In 1991, the British Overseas Development Administration (now the Foreign Commonwealth Development Office) commissioned Hampton to develop its policy on international women's health. She then planned reproductive health projects in Africa, South America and Asia for governments and non-government organisations.

In 1992, Hampton was elected onto the founding committee of Writers in Oxford and became its chair in 2003. As part of the 2001 Year of the Artist she was the first Arts Council-sponsored writer-in-residence in a pub. She is an Associate Member of Lucy Cavendish College, Cambridge.

In 2009, Hampton founded the Chauncy Maples Malawi Trust which raised £2 million to improve the health of the people living around Lake Malawi. In 2014, she became patron of the Malawi Association UK and represented Malawi as a guest of HM Queen at the Commonwealth Reception at Buckingham Palace.
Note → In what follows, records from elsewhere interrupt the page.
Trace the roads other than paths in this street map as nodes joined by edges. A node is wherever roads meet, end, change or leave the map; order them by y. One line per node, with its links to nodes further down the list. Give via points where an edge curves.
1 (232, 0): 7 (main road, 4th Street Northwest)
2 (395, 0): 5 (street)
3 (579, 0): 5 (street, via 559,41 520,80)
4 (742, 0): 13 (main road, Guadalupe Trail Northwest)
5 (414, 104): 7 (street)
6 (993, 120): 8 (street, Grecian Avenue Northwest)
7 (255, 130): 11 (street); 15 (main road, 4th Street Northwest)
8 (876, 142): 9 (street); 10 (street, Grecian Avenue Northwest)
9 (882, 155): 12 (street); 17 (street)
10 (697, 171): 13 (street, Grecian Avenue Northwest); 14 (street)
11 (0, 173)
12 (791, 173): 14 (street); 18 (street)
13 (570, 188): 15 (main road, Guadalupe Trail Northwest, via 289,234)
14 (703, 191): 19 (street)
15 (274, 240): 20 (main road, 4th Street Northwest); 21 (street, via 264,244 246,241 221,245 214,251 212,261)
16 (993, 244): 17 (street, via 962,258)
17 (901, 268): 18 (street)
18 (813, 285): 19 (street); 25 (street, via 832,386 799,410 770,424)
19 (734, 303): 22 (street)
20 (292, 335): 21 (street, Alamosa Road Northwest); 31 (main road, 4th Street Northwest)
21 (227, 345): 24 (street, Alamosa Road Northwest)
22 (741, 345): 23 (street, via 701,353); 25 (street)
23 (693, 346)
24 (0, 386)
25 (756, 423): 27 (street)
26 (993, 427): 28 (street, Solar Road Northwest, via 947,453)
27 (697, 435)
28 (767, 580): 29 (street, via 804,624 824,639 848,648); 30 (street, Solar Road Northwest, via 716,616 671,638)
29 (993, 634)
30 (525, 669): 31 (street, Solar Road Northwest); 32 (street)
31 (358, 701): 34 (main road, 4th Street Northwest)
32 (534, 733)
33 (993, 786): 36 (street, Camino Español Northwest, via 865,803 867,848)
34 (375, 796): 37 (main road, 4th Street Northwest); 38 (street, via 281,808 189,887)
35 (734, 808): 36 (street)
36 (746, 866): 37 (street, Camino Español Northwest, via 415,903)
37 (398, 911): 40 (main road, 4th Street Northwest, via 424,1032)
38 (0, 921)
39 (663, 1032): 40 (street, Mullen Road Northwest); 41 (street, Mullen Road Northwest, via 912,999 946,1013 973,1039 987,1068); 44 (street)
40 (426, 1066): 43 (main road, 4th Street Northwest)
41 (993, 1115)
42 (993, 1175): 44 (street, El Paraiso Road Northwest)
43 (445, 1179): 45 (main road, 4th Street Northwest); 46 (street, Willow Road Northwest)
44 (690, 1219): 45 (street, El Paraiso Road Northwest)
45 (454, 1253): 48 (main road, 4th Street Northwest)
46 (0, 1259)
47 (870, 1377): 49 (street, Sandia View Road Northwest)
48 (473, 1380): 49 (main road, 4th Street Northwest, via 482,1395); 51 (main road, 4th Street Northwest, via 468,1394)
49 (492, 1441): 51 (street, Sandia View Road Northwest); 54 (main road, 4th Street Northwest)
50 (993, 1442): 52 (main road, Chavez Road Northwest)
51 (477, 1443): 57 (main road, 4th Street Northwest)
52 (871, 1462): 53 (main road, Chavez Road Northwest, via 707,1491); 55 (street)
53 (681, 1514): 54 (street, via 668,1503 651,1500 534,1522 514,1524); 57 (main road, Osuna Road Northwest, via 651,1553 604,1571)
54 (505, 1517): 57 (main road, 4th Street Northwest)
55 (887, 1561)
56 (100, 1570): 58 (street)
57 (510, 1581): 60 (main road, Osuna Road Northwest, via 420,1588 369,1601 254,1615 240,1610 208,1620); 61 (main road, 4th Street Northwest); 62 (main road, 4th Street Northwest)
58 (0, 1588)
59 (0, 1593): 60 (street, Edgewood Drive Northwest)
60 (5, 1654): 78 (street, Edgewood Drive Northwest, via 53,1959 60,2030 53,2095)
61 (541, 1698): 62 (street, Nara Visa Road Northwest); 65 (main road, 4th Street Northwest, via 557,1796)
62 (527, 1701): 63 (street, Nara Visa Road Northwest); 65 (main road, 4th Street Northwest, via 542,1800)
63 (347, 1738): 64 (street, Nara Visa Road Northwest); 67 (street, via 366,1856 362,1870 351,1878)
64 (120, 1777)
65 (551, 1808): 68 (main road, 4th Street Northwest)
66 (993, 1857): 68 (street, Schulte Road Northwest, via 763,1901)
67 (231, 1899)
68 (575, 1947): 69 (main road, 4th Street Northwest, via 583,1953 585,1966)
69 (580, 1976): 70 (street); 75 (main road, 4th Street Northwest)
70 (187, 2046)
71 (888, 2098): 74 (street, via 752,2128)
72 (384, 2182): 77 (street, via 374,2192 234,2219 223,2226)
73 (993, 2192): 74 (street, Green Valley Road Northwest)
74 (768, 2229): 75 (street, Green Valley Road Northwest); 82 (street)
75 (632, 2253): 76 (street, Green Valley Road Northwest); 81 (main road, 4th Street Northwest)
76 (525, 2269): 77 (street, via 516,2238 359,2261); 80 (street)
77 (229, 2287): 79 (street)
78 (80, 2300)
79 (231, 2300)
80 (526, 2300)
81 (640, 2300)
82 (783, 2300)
In 2016, Hampton began to connect activists, practitioners, politicians, researchers and individuals around the world working to improve menstrual health. With The Malawi Girl Guides Association, The Cup Effect Hampton ran a feasibility study in a refugee camp, secondary schools and a national park which showed that women and girls in Malawi want to use menstrual cups. Compared to washable cloths or single use pads or tampons, they found cups more comfortable, cheaper, safer and more environmentally sustainable. As a result, ActionAid Malawi has begun a national menstrual cup programme. Hampton promotes menstrual health through the media, including an essay for Aeon ideas website and for World Menstrual Day.

==Journalism, broadcasting and public speaking==
Hampton has written articles for various newspapers and magazines, including the Guardian, Daily Telegraph, The Times, The Independent, Spare Rib, Total Politics, New Statesman, Sunday Telegraph, and The Author. In 2011, she was appointed Olympics Correspondent of The Oldie magazine.

Hampton wrote a "History Girl" blog every month with articles on a range of subjects including Elizabeth Fry, hammock exercise, and great women such as Victorian novelist and philanthropist Felicia Skene.

Hampton has been a journalist in Zimbabwe, Kenya, Democratic Republic of Congo and Uganda and was interviewed about the history of the Olympic Games in London on various radio stations and television channels, including BBC Breakfast and Newsnight.

Hampton has spoken at Cliveden House, The Oldie literary luncheons, The World Literacy Summit and many literary festivals.

==Books==
A Family Outing in Africa described the Hampton's journey from Zimbabwe to the UK via Zaire (on public transport with her three children) and was published by Macmillan in 1988. She continued to write about health issues throughout the 1990s and was also increasingly successful as an author of social history. In 2002, her biography of writer and actor Joyce Grenfell was published to critical acclaim.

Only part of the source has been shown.